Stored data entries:
--

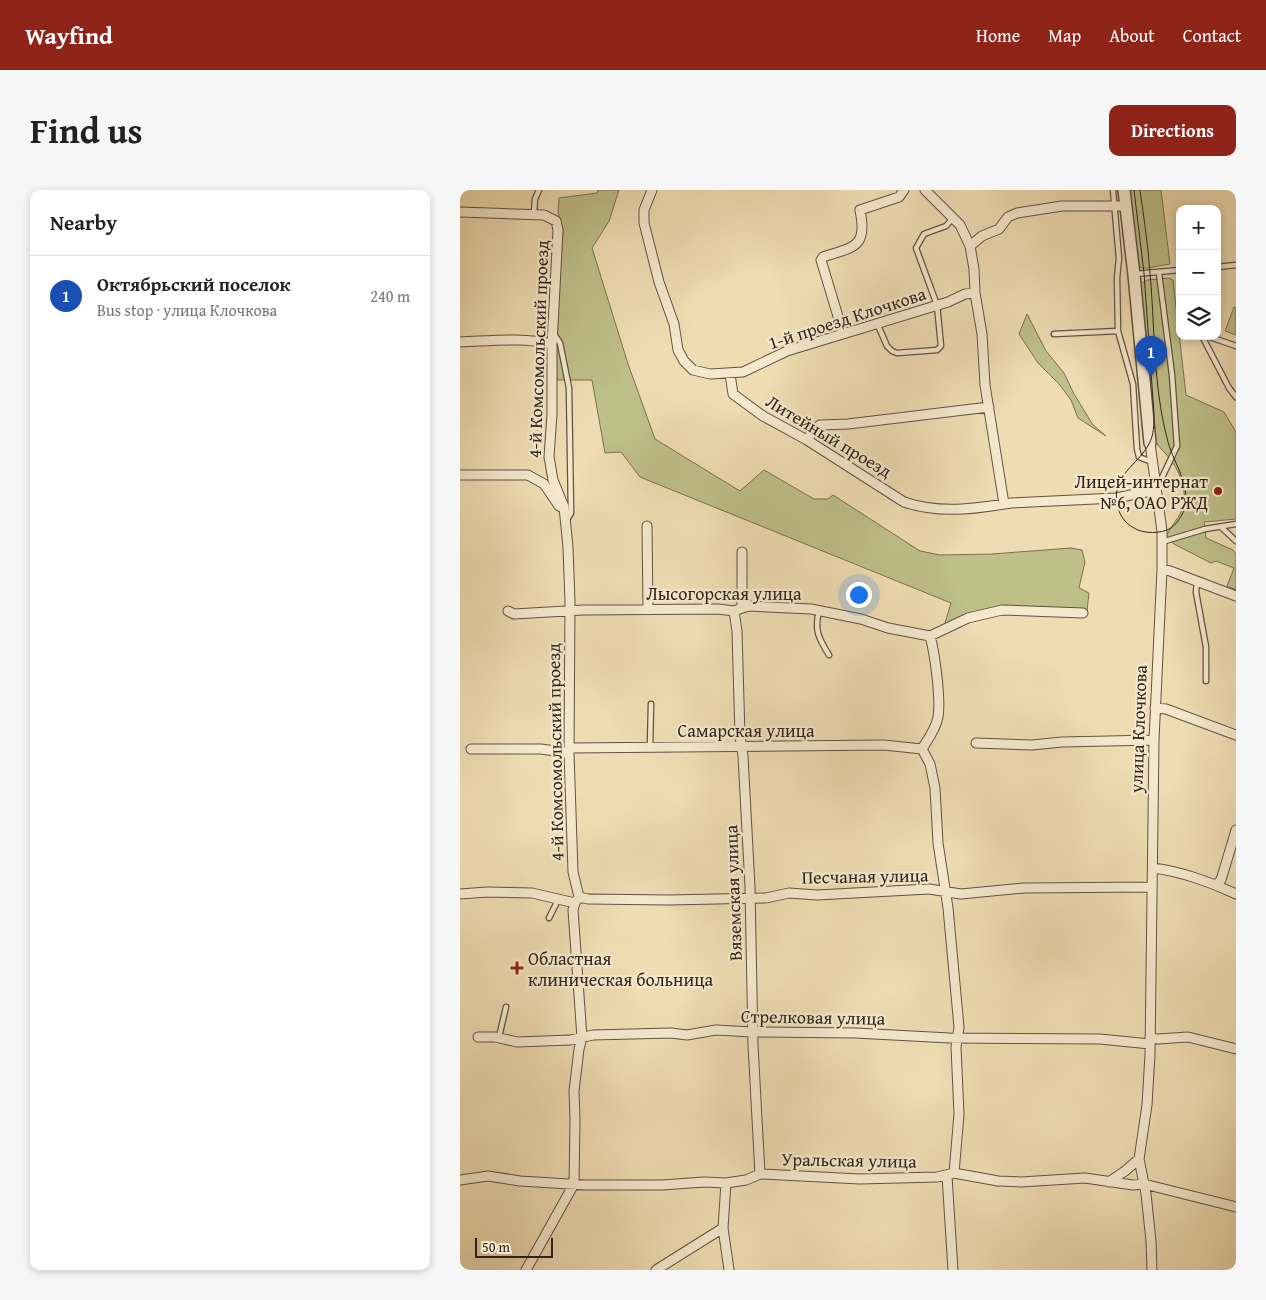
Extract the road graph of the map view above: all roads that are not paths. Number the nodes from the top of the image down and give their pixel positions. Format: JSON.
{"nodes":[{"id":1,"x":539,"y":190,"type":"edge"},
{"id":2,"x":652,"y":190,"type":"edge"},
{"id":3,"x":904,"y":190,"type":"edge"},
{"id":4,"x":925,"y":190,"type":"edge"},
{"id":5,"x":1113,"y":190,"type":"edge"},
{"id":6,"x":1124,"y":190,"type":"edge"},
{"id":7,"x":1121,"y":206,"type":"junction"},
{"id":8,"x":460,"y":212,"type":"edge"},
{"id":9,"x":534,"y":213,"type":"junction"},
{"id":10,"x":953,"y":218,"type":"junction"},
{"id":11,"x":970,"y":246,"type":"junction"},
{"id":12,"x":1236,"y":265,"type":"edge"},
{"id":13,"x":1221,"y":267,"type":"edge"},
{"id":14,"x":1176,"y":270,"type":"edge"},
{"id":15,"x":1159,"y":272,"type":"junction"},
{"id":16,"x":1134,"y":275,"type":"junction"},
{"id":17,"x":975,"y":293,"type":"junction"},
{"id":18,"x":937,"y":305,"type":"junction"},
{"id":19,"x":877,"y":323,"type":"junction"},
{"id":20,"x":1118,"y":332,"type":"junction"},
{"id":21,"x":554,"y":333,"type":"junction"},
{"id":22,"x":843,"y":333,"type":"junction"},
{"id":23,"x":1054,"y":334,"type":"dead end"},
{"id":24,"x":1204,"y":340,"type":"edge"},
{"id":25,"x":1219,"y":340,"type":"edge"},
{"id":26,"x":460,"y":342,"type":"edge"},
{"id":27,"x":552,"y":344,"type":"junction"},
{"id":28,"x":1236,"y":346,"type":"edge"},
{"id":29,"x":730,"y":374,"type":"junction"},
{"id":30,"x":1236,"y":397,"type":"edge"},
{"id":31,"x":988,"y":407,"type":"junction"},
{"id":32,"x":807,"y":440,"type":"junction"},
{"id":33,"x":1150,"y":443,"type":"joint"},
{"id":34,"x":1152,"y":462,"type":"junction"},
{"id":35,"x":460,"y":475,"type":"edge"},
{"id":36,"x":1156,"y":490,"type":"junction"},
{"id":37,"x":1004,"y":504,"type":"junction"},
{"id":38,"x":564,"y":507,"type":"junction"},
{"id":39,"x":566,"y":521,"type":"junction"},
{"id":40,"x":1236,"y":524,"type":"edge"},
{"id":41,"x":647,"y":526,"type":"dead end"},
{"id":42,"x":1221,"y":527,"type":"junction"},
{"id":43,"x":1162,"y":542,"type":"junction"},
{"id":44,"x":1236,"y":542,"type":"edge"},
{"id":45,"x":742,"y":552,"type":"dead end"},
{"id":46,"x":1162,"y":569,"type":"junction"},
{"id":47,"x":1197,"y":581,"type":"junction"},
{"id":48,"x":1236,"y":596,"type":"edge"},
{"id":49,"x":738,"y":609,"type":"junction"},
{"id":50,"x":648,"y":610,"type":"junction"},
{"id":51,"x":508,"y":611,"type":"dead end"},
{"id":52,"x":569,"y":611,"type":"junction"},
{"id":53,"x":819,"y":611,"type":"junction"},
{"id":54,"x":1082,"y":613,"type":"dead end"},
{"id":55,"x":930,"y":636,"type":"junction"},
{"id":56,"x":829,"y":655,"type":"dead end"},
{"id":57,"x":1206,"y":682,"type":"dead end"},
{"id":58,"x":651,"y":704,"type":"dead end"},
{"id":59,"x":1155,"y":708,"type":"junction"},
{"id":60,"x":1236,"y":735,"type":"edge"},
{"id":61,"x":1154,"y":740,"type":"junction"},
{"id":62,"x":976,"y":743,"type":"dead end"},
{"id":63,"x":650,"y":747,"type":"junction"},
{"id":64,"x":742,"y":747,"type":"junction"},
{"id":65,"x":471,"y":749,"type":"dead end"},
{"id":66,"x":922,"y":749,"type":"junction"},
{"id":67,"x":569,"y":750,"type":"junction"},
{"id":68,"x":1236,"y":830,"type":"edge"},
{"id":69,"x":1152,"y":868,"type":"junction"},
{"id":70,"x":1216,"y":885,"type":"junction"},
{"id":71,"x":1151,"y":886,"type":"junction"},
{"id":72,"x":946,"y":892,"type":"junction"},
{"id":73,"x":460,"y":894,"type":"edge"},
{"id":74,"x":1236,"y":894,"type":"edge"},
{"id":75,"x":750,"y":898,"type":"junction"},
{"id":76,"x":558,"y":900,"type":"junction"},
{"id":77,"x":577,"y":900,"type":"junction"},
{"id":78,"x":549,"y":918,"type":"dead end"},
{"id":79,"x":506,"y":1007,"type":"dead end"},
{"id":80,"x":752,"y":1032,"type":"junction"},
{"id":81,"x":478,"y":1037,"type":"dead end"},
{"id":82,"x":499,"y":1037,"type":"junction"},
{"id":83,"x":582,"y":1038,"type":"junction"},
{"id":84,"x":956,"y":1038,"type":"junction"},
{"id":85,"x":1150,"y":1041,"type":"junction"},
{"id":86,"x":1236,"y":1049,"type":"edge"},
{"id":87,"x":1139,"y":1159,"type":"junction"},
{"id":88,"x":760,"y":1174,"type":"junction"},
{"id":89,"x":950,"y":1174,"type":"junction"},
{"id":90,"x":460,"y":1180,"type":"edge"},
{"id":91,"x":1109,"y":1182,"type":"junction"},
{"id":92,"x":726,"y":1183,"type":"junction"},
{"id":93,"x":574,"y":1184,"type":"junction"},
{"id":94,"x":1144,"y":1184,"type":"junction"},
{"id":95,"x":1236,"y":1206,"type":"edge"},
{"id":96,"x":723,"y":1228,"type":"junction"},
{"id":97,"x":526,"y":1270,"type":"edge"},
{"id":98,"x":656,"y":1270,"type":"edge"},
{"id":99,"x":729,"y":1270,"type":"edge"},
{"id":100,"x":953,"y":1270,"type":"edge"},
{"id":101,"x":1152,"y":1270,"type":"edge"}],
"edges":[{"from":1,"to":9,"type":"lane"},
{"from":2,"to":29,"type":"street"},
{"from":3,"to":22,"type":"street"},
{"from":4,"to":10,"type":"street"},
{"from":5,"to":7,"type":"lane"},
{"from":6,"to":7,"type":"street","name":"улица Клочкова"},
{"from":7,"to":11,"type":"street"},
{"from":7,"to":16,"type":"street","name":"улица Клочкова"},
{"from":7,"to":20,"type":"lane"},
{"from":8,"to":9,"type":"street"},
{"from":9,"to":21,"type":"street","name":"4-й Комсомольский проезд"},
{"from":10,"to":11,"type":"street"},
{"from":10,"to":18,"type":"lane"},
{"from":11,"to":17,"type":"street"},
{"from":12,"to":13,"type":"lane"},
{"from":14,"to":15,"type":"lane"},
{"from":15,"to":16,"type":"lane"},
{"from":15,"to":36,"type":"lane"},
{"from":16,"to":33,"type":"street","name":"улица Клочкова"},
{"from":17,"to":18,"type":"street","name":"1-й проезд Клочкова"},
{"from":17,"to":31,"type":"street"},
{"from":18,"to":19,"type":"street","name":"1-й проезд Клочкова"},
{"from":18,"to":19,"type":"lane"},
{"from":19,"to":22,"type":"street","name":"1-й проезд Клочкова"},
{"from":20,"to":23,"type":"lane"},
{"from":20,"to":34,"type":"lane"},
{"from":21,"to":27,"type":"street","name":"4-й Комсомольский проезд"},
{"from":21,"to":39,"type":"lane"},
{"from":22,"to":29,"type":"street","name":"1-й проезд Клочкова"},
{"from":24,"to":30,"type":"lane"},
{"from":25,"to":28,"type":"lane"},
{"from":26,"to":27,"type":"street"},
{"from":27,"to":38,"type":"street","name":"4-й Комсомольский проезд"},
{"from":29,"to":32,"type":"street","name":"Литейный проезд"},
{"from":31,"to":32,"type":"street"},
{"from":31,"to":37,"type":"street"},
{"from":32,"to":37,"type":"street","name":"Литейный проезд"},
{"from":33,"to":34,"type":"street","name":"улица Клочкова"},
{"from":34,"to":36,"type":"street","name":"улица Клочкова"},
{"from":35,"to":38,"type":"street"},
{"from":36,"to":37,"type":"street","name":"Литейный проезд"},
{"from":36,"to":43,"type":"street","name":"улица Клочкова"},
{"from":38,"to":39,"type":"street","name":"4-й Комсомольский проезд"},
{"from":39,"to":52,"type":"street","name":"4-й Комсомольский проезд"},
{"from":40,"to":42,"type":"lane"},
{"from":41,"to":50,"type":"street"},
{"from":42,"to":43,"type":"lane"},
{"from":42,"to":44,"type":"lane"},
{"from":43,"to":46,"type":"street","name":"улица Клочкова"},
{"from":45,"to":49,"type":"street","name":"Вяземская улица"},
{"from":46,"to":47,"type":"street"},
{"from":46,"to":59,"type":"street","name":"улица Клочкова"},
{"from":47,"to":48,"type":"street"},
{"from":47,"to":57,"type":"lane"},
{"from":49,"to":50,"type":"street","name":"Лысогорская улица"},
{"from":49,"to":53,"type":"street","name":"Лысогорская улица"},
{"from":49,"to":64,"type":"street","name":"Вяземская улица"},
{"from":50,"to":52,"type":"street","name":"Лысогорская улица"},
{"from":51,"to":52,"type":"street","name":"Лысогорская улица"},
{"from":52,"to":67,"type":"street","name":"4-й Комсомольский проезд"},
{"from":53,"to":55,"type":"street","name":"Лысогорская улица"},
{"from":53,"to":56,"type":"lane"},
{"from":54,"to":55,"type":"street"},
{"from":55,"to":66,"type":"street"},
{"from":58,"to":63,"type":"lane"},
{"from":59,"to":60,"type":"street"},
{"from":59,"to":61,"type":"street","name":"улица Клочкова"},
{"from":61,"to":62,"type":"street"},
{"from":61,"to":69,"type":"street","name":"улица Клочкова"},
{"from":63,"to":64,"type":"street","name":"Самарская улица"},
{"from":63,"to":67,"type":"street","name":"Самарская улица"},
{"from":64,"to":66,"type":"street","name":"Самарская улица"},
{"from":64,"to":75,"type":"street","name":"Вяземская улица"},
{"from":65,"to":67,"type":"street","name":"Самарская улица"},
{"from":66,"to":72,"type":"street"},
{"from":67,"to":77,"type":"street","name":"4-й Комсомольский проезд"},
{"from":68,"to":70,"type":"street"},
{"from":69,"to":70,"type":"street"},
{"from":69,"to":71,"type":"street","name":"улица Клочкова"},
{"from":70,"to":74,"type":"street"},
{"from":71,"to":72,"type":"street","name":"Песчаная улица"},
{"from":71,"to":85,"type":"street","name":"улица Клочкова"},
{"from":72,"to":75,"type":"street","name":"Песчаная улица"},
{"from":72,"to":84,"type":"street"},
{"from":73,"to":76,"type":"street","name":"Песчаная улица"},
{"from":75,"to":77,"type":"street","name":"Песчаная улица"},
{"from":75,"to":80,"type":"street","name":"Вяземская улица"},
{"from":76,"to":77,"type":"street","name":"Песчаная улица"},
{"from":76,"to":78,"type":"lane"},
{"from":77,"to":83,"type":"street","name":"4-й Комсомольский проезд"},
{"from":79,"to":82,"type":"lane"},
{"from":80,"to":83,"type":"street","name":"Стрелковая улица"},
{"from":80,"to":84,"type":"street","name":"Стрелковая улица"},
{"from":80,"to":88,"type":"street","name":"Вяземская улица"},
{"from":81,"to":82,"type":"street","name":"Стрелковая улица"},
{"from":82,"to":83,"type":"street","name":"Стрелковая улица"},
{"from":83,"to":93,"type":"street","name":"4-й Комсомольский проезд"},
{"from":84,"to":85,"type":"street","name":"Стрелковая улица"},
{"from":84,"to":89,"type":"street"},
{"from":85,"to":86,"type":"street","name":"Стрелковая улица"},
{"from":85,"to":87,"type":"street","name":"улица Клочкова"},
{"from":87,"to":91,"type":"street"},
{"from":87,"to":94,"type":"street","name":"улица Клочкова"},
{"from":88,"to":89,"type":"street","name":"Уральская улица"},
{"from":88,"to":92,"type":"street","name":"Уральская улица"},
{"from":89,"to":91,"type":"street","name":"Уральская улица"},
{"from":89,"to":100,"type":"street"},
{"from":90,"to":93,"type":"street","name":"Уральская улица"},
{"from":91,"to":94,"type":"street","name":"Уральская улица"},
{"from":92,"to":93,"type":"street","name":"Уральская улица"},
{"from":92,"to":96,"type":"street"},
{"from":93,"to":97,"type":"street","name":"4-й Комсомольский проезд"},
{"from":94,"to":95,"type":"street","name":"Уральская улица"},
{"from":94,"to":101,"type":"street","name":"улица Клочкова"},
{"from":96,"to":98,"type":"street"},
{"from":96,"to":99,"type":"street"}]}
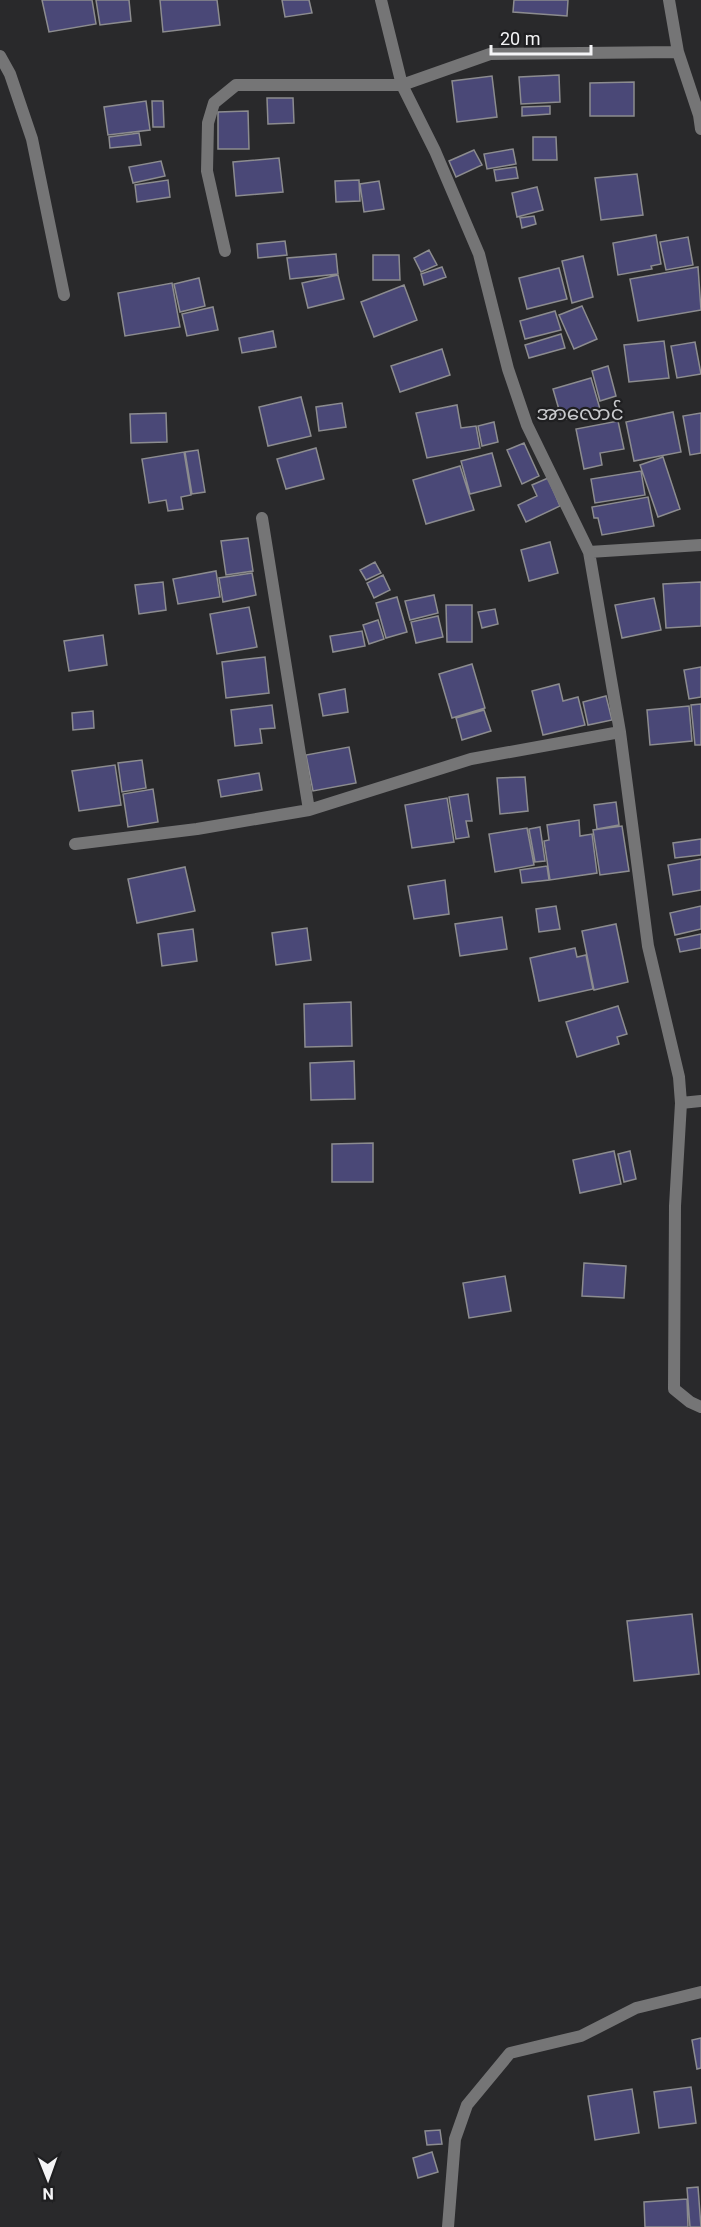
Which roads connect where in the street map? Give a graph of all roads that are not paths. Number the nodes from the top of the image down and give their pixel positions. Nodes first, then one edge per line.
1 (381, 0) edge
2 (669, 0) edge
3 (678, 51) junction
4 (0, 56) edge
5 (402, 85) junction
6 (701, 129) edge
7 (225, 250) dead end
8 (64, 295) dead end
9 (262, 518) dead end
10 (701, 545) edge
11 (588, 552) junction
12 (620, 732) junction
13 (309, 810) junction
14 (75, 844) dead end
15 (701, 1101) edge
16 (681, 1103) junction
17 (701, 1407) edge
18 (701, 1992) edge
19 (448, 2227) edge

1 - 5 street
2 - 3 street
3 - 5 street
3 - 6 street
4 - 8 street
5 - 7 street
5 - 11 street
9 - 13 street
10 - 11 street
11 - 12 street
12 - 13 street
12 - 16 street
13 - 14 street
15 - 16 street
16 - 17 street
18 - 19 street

--

Please output only the lines from the one holding "Which roads connect" to the end of the records, first and last included, exactly as they appear.

Written reply
Which roads connect where in the street map? Give a graph of all roads that are not paths. Number the nodes from the top of the image down and give their pixel positions. Nodes first, then one edge per line.
1 (381, 0) edge
2 (669, 0) edge
3 (678, 51) junction
4 (0, 56) edge
5 (402, 85) junction
6 (701, 129) edge
7 (225, 250) dead end
8 (64, 295) dead end
9 (262, 518) dead end
10 (701, 545) edge
11 (588, 552) junction
12 (620, 732) junction
13 (309, 810) junction
14 (75, 844) dead end
15 (701, 1101) edge
16 (681, 1103) junction
17 (701, 1407) edge
18 (701, 1992) edge
19 (448, 2227) edge

1 - 5 street
2 - 3 street
3 - 5 street
3 - 6 street
4 - 8 street
5 - 7 street
5 - 11 street
9 - 13 street
10 - 11 street
11 - 12 street
12 - 13 street
12 - 16 street
13 - 14 street
15 - 16 street
16 - 17 street
18 - 19 street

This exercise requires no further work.